Stephen Kenwood, P. Geo, is a director of the Company and a Qualified Person as defined by NI 43-101. Mr. Kenwood has reviewed and approved the technical information in this press release.
About Ely Gold Royalties Inc. Ely Gold Royalties Inc. is a Nevada focused gold royalty company. Its current portfolio includes royalties at Jerritt Canyon, Goldstrike and Marigold, three of Nevada’s largest gold mines, as well as the Fenelon mine in Quebec, operated by Wallbridge Mining. The Company continues to actively seek opportunities to purchase producing or near-term producing royalties. Ely Gold also generates development royalties through property sales on projects that are located at or near producing mines. Management believes that due to the Company’s ability to locate and purchase third-party royalties, its strategy of organically creating royalties and its gold focus, Ely Gold offers shareholders a favorable leverage to gold prices and low-cost access to long-term gold royalties in safe mining jurisdictions.

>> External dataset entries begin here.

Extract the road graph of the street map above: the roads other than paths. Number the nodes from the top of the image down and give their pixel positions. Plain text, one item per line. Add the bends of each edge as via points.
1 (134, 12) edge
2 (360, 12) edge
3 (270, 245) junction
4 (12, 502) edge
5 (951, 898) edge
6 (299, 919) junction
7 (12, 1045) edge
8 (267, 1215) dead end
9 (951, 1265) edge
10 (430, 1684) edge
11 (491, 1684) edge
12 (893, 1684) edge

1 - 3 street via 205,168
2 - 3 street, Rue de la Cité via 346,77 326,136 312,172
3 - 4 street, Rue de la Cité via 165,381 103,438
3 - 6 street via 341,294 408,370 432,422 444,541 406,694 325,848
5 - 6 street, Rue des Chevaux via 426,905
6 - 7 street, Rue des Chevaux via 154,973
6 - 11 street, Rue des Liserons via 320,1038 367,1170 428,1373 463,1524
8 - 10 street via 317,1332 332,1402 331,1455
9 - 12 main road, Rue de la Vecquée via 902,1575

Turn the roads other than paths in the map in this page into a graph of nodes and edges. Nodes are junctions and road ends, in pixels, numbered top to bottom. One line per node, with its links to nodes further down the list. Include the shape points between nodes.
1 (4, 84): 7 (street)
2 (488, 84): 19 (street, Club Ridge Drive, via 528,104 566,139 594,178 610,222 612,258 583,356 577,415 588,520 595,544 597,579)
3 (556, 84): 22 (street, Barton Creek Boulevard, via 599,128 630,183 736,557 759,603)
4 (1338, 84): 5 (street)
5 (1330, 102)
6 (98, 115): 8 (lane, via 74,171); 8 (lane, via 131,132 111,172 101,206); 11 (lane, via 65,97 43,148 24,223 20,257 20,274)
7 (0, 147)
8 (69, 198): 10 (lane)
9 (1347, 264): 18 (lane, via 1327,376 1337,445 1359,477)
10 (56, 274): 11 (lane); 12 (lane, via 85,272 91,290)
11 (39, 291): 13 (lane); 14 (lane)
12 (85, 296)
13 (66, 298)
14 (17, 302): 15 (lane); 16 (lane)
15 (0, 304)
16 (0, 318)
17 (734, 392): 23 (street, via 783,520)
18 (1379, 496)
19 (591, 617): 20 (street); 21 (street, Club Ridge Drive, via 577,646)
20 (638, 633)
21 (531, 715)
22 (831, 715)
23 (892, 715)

On Behalf of the Board of Directors
Signed “Trey Wasser”
Trey Wasser, President & CEO
For further information, please contact:
Trey Wasser, President & CEO
Joanne Jobin, Investor Relations Officer
FORWARD-LOOKING CAUTIONS: This press release contains certain “forward-looking statements” within the meaning of Canadian securities legislation, including, but not limited to, statements regarding completion of the Transaction. Forward-looking statements are statements that are not historical facts; they are generally, but not always, identified by the words “expects,” “plans,” “anticipates,” “believes,” “intends,” “estimates,” “projects,” “aims,” “potential,” “goal,” “objective,” “prospective,” and similar expressions, or that events or conditions “will,” “would,” “may,” “can,” “could” or “should” occur, or are those statements, which, by their nature, refer to future events. The Company cautions that forward-looking statements are based on the beliefs, estimates and opinions of the Company’s management on the date the statements are made and they involve a number of risks and uncertainties. Consequently, there can be no assurances that such statements will prove to be accurate and actual results and future events could differ materially from those anticipated in such statements. Except to the extent required by applicable securities laws and the policies of the TSX Venture Exchange, the Company undertakes no obligation to update these forward-looking statements if management’s beliefs, estimates or opinions, or other factors, should change. Factors that could cause future results to differ materially from those anticipated in these forward-looking statements include the Company’s inability to control whether the buy-down right will ever be exercised, and whether the right of first refusal will ever be triggered, uncertainty as to whether any mining will occur on the property covered by the Probe Royalty such that the Company will receive any payment therefrom, and the general risks and uncertainties relating to the mineral exploration, development and production business. The reader is urged to refer to the Company’s reports, publicly available through the Canadian Securities Administrators’ System for Electronic Document Analysis and Retrieval (SEDAR) at www.sedar.com for a more complete discussion of such risk factors and their potential effect.
Neither the TSX Venture Exchange nor its Regulation Services Provider accepts responsibility for the adequacy or accuracy of this release.